Ava caminó con prisa hasta el mencionado cementerio, todavía estaba nerviosa por el reencuentro que acababa de sostener y, dándole las gracias a Leylak y Haala por la compañía que le daban, siguió caminando hasta llegar a las puertas abiertas del campo santo. Su velo parecía flotar con la ventisca e incluso, sintió el aroma penumbroso de aquel lugar, sacudió sus muñequillas y oyó el sonar de los adornos en oro que cargaba. Deambulando entre los altos árboles del sector, vio a Alicia, su antigua amiga costurera que con lentitud marchaba fuera del lugar con una canasta, dos gatos dentro del cesto, un ramillete de flores en la otra mano y un vestido oscurecido.

—Rápido. Haala, Leylak. Busquen a esa mujer antes que se marche e invítenla a la fiesta. No le hablen de mí —les solicitó. Ella vio cómo iban por detrás, la detenían ya fuera del cementerio y le hablaban. Yalah, yalah, yalah.
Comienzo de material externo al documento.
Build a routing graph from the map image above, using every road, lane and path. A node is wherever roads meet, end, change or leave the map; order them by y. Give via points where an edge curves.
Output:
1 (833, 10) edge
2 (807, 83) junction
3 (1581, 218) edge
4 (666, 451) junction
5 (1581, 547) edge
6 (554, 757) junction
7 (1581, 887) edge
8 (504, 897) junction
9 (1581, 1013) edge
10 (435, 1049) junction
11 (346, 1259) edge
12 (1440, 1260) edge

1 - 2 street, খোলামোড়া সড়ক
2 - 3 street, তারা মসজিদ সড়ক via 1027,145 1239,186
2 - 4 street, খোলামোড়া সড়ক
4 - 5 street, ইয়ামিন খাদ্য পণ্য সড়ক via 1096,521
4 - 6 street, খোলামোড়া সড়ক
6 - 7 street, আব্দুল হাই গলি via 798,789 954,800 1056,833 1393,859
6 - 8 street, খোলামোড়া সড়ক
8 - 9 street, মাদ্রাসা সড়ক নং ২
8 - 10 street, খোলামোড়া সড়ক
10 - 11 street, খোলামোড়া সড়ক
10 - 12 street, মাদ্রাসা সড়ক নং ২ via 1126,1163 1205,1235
Cuando quedó sola, dio media vuelta, inclinó su mirada y, sabiendo que aquella era justo una fecha importante, empezó a buscar las tumbas donde debía estar el nombre de sus padres e incluso, su propio sepulcro. Justo ese día, se cumplía un nuevo aniversario de la tragedia. Solo ella sabía esa cruda realidad y, entendiendo que Alicia estaba allí seguramente para visitarlas y dejar flores, no dudó en caminar entre los senderos del luctuoso sacramental. En una áspera sorpresa del destino, a medida que caminaba tras un árbol, vio cómo, a corta distancia, Jesús se inclinaba delante de una lápida curva, dejaba un nuevo ramillete de flores marchitas y recitaba algunas palabrillas.

Pasmada, Ava no podía creer lo que sus ojos verdes estaban vislumbrando a través del velo. Su primer e insuperable amor se arrodillaba frente a la lápida embustera donde se anunciaba la falsedad de su muerte. Temblando en su interior, no pudo evitar quedarse detrás del árbol en secreto y oír las soflamas que él estimaba al viento.
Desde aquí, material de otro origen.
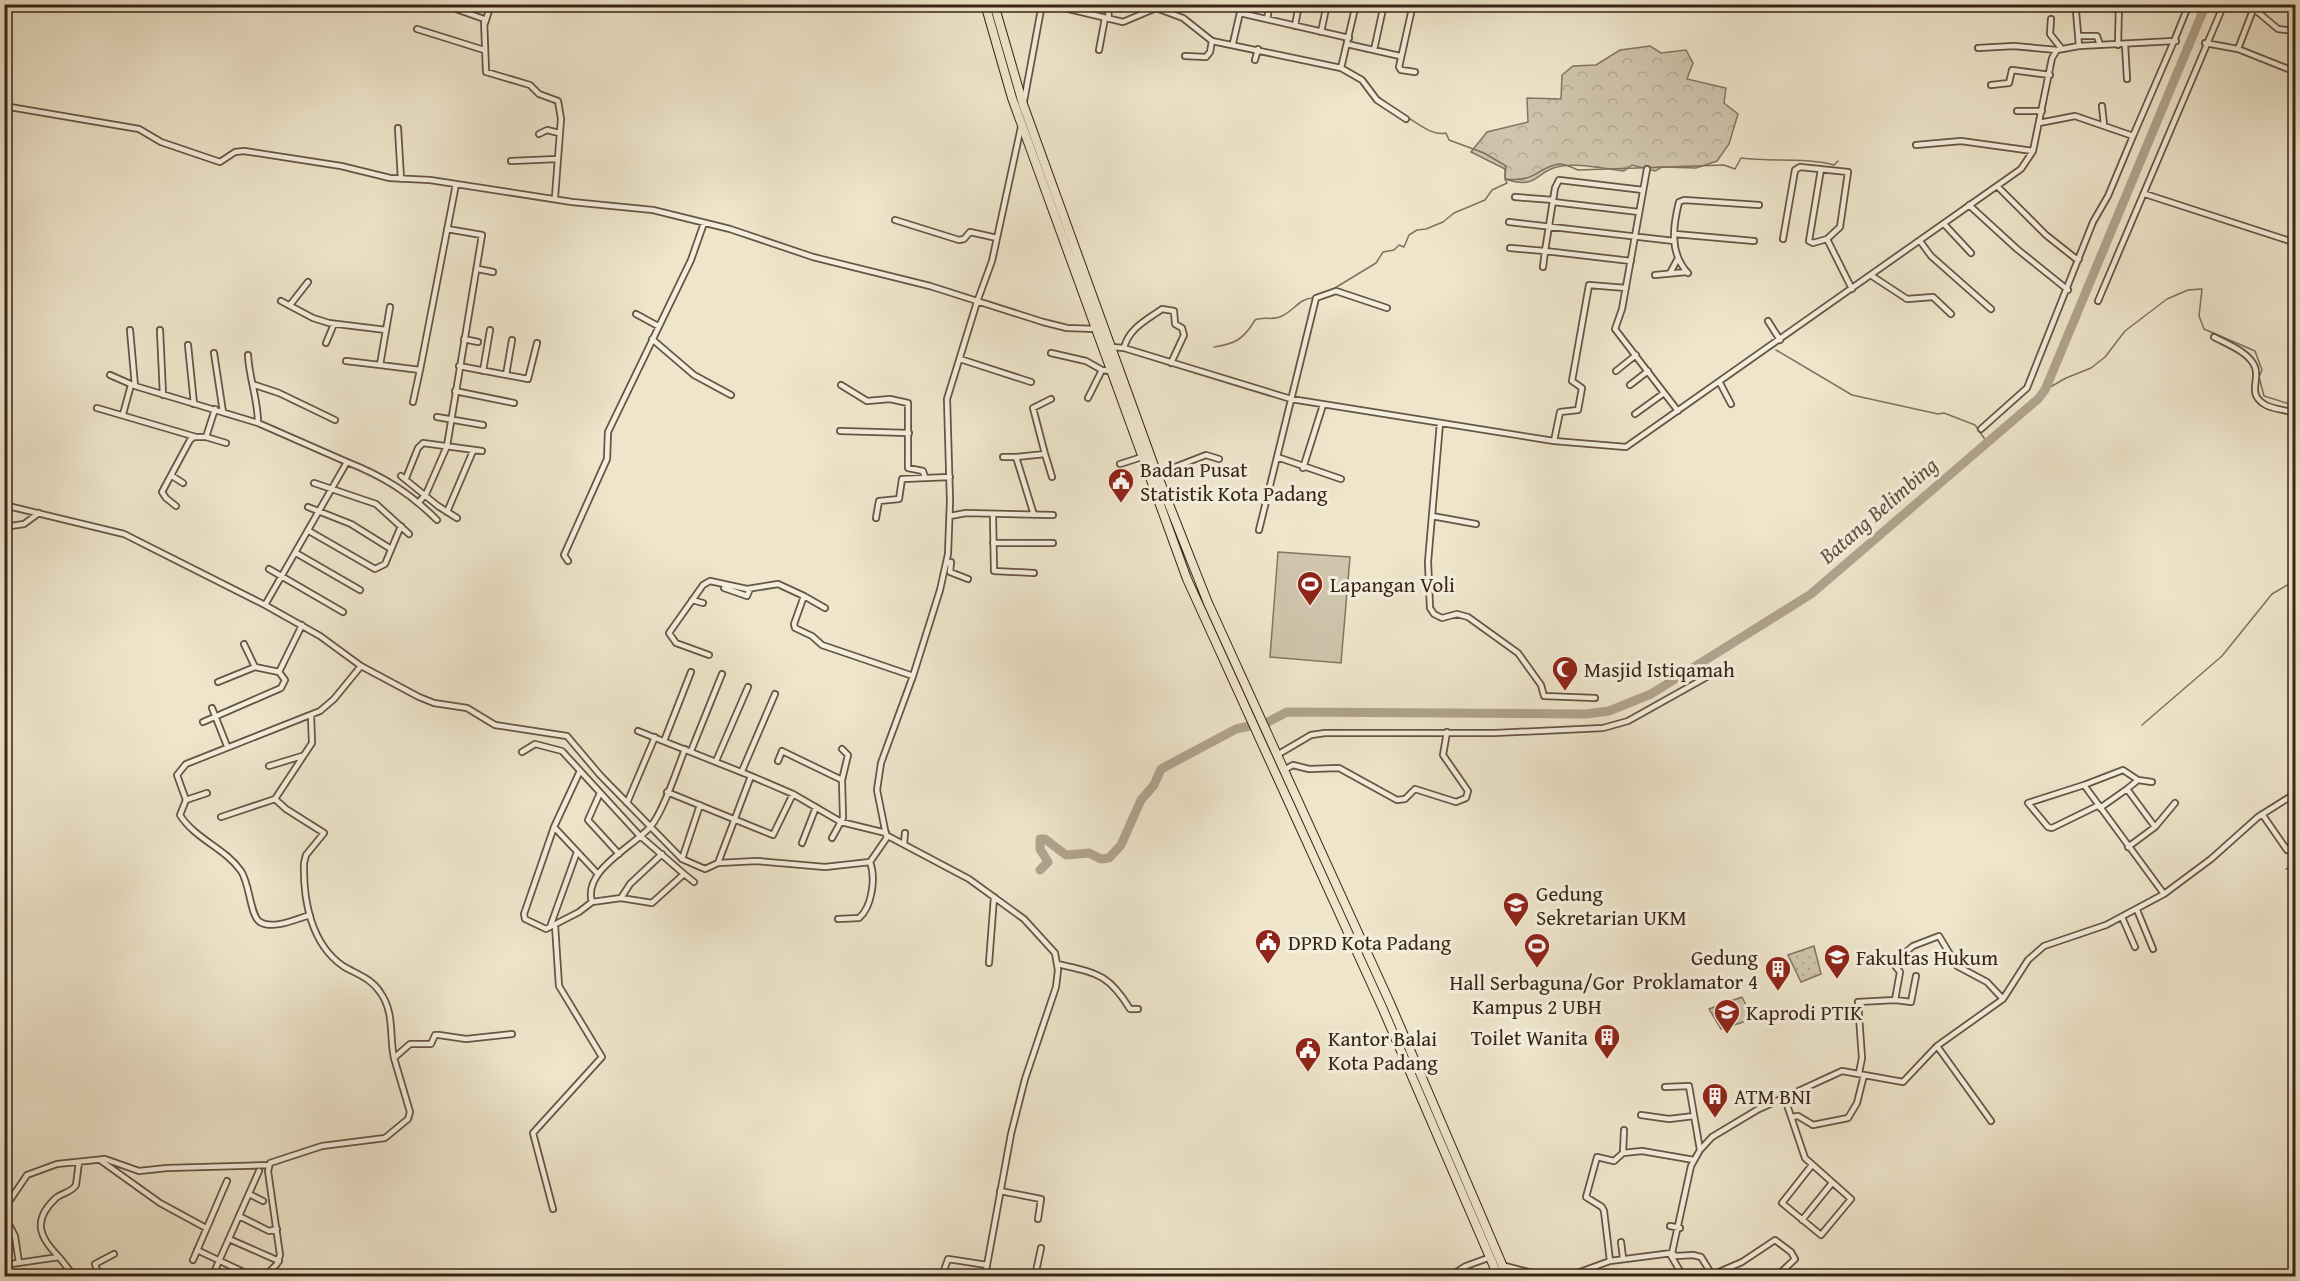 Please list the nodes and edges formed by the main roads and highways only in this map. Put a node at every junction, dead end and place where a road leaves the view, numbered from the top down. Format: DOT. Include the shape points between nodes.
graph roads {
  1 [pos="985,4"];
  2 [pos="994,4"];
  3 [pos="1142,445"];
  4 [pos="1478,1209"];
  5 [pos="1469,1213"];
  6 [pos="1498,1276"];
  7 [pos="1507,1276"];
  1 -- 3 [label="highway" via="1009,88"];
  2 -- 3 [label="highway" via="1023,104 1112,347"];
  3 -- 4 [label="highway" via="1208,603 1390,1003"];
  3 -- 5 [label="highway" via="1142,457 1187,579 1382,1007"];
  4 -- 5 [label="highway"];
  4 -- 7 [label="highway"];
  5 -- 6 [label="highway"];
}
—Oh, Ava… Aún lo recuerdo como si fuera ayer —dijo él apretando las flores—. Me prometiste que jamás olvidarías mi amor, que jamás olvidarías lo que siento por ti. Y ese es el problema, un día desapareciste, la vida te llevó de mí y aún estoy acá. ¡Tratando de oír tu voz otra vez, tratando de ver tu hermoso rostro aunque sea unos segundos! La vida me llevó también por otro camino… Pero te sigo amando, Ava, y lo haré aún después de la muerte… Mi corazón será tuyo hasta el día que el sol salga por el Oeste y se oculte en el Este. Te amo, Ava… Y es que todavía estoy aquí, trayéndote flores marchitas, al igual que mi alma, pero por favor, te lo suplico amada mía, nunca… nunca olvides que te quiero. Es y será por siempre tu promesa… no olvides que te quiero —finalizó ya poniéndose de pie para luego dejar aquellas ramitas, sacudir su hermoso cabello largo, rozar su barba y contemplarla detrás del árbol.
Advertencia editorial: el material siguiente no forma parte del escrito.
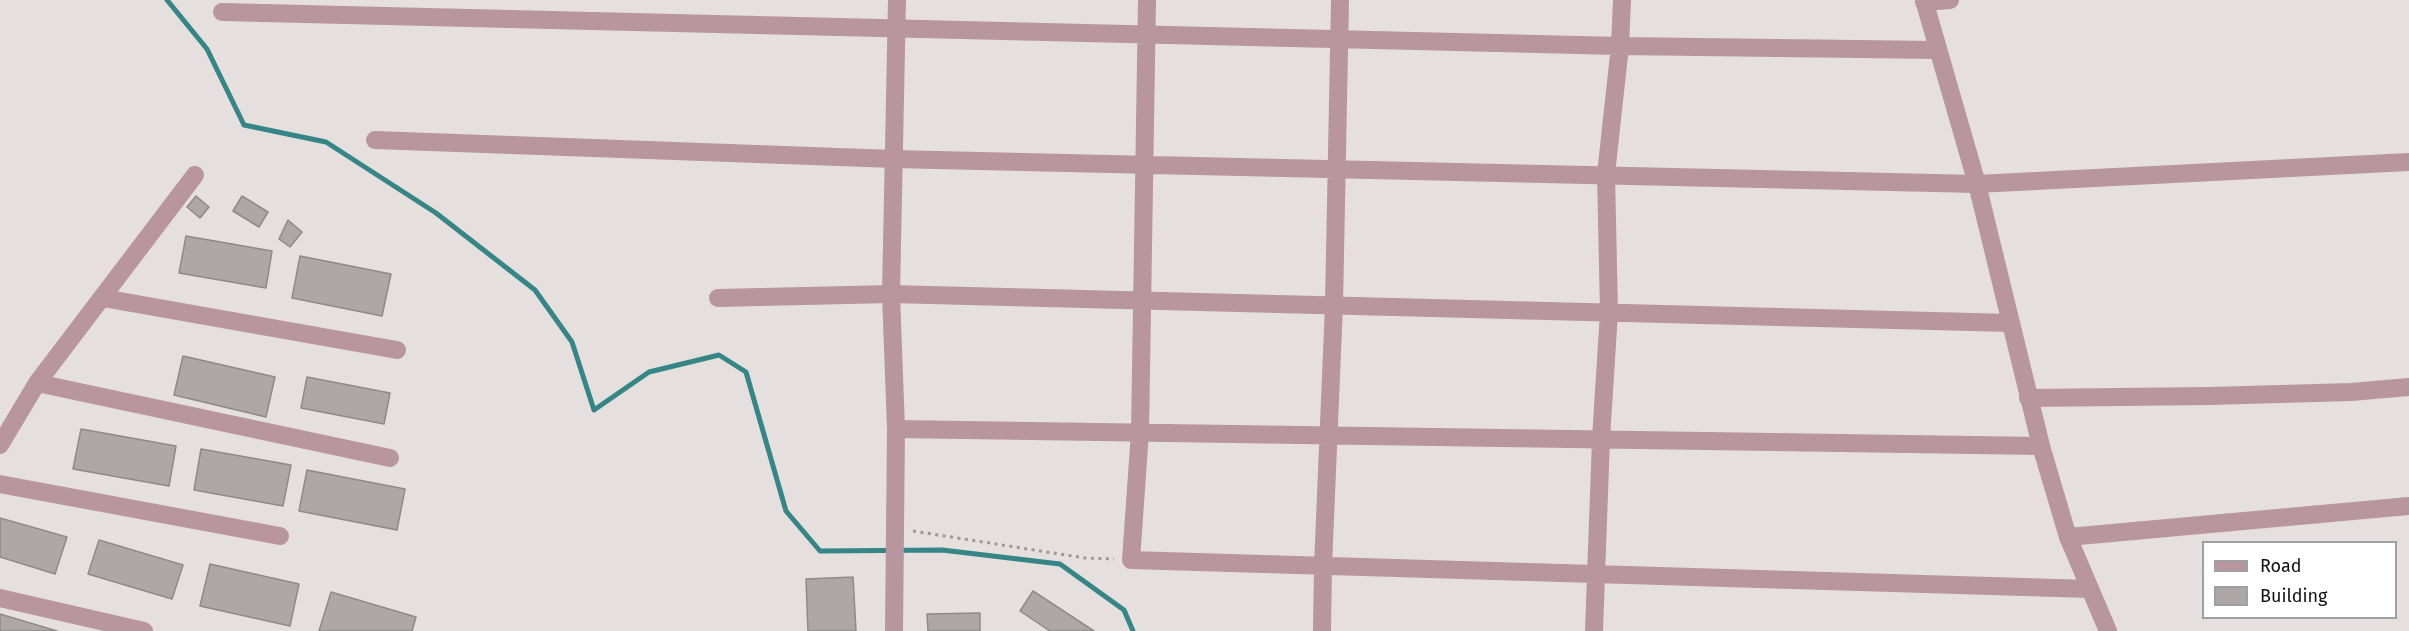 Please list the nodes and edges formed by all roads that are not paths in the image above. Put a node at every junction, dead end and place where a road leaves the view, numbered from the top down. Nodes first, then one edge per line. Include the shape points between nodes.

En sus ojos amarronados se reflejó la imagen de aquella mujer cubierta de paños y, percibiendo algo peculiar, el joven suspiró, bajó su mirada y no pudo más que dar un giro y marcharse de allí en silencio. Ava no pudo evitar resquebrajarse en el llanto, al ver como Jesús se alejaba, corrió hasta la tumba, se dejó caer y recogió aquellas flores con cuidado.

Él no había cambiado, lo recordaba igual solo que ahora tenía un poco de barba y estaba tan bello como siempre, entre las lágrimas una endeble sonrisa se forjó en su semblante y, sosteniendo el ramillete entre sus dedos, bajó la mirada, contempló sus propio nombre en la tumba, apretujó los pétalos resecos y se puso de pie, los soltó al aire y, viendo cómo se elevaban en una clara danza volátil, abrió sus brazos y sintió el empuje del viento.